From weighs twenty kilograms to three centimeters in length, the Shang Dynasty jade artifacts include kneeling person, pig, sheep, mythical animal, dinosaur, jar and jade plaques. It should be noted that the Shang Dynasty jade artifacts are not only made of fine quality jade but also are with extraordinary skillful workmanship. Low relief and streamlined lines done through the reduction of the surface, the square angle curling lines and the smooth dual relief lines are typical for the Shang Dynasty jade artifacts.

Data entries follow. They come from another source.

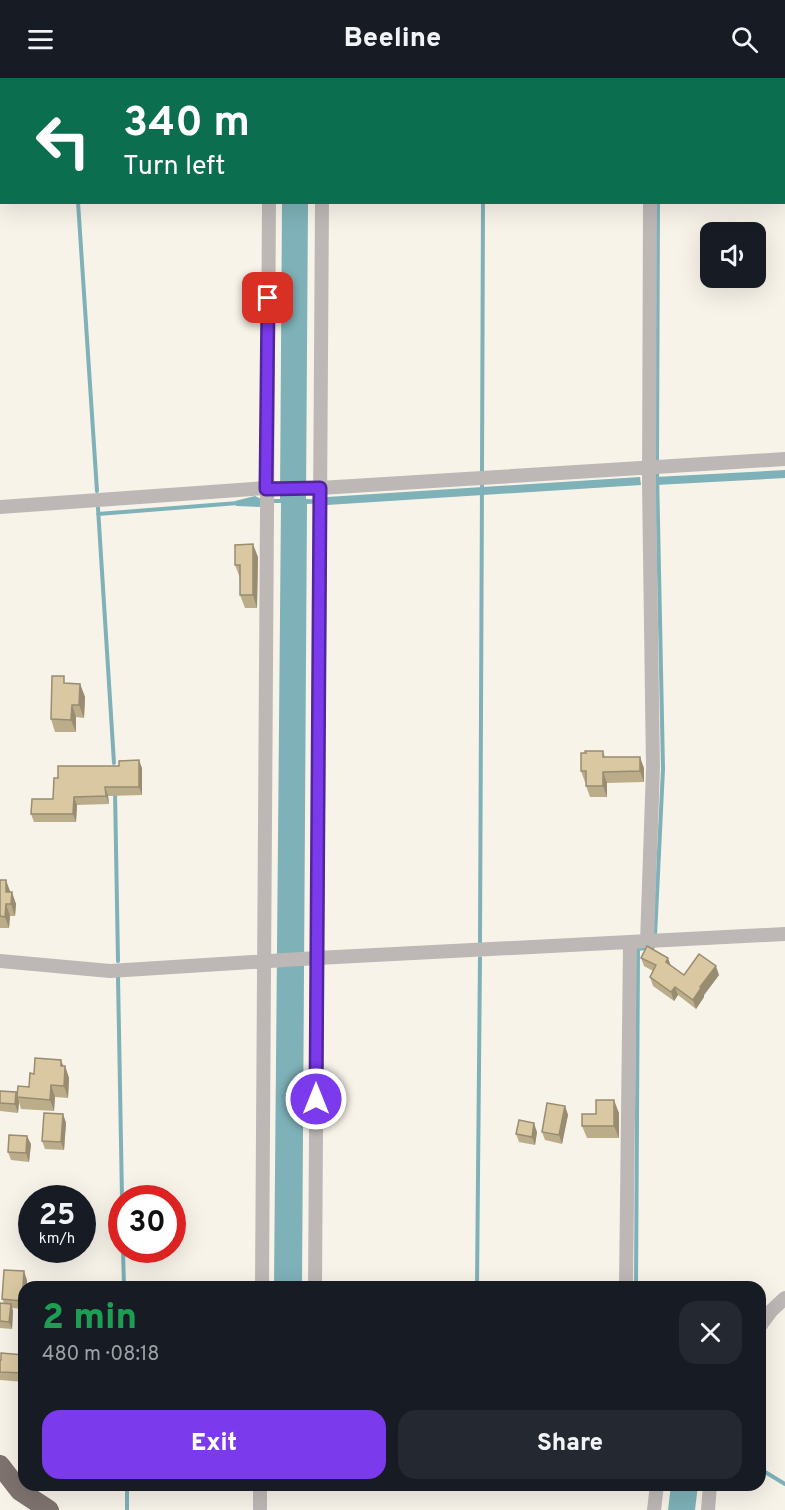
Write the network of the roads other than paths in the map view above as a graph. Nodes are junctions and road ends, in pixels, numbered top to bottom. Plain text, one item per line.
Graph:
1 (269, 204) edge
2 (322, 204) edge
3 (650, 204) edge
4 (785, 459) edge
5 (649, 476) junction
6 (268, 495) junction
7 (318, 495) junction
8 (0, 507) edge
9 (785, 934) edge
10 (647, 942) junction
11 (630, 943) junction
12 (313, 958) junction
13 (269, 961) junction
14 (0, 962) edge
15 (262, 1281) edge
16 (315, 1281) edge
17 (626, 1281) edge
18 (785, 1298) edge
19 (766, 1318) edge
20 (0, 1465) edge
21 (18, 1488) edge
22 (20, 1491) edge
23 (260, 1491) edge
24 (656, 1491) edge
25 (710, 1491) edge
26 (49, 1510) edge
27 (260, 1510) edge
28 (654, 1510) edge
29 (708, 1510) edge

1 - 6 street
2 - 7 street
3 - 5 street
4 - 5 street
5 - 7 street
5 - 10 street
6 - 7 street
6 - 8 street
6 - 13 street
7 - 12 street
9 - 10 street
10 - 11 street
11 - 12 street
11 - 17 street
12 - 13 street
12 - 16 street
13 - 14 street
13 - 15 street
18 - 19 street
20 - 21 highway
22 - 26 highway
23 - 27 street
24 - 28 street
25 - 29 street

The carving style of the jade artifacts for the Spring-Autumn period is derived from the late Zhou dynasty and develops into more detailed pattern. The bosom motif of auspicious cloud is the typical motif for this period. The jade artifacts of the Spring-Autumn are favorable to many serious collectors. The jade carving of the Warring States is of exquisite quality. With streamlined design, most of the motifs are dragons, phoenixes, dancing ladies and crops. The low relief on the surface of the artifact applies abstract and simplified motifs while those carvings extend from the artifact apply realistic ones.
The jade carving technique of the Han dynasty is famous for its straightforwardness and is known as the eight times of carving. The main motif for western Han is the auspicious animal. The size of jade artifacts tends to become large. After eastern Han, the main motifs are the four auspicious creatures (dragon, phoenix, tiger, the couple of snake and turtle), cloud and eagle. Different from previous periods, Han Dynasty jades have modern Chinese characters reading long happiness, suitable for offspring appeared on many bi-disks jades.
The design of Tang Dynasty jade artifacts are seen to be characterized by reality and its relation to daily life. With a rich tint of Buddhism, many jade Buddhist figures are made during this period. Owing to the particular cultural development such as the Tang trio color ceramics, many jade artifacts are painted with rich colors and guilt with gold. Flying fairy of Buddhist figure is appeared as single piece jade artifacts or constitutes major motif on the artifacts. Due to the highly developed communication with foreign countries, foreigners visited China quite often that many motifs of Tang Dynasty are appeared as foreigners from the west which are called Hu people then.
The designs of Song, Yuan, Liao and Kim Dynasties jade artifacts are more daily life oriented. The main theme of many Song Dynasty jade artifacts is laden with different posture and the main themes of Liao and Kim Dynasties are the scenes of spring with birds, flowers and ponds, the scenes of autumn mountain with pine trees, deer and animals.
In the Ming Dynasty, the most important jade artifacts are those made by famous craftsman Lu Tzu-kang. The jade plaque made by him has become the standard design which calls Tzu-kang plaque. As a result, genuine Tzu-kang plaque is valuable even during the Ming Dynasty and goes without saying for later periods. The simple criteria to identify genuine Tzu-kang plaque are the material should be top grade white Hotien jade and low relief lines for the curving characters. In the Qing Dynasty, due to the emphasis of jade artifacts from the imperial court, especial from the Emperor Chienlung himself, jade artifacts of the Qing Dynasty become the last high peak in terms of quality and quantity of Chinese jade carving history.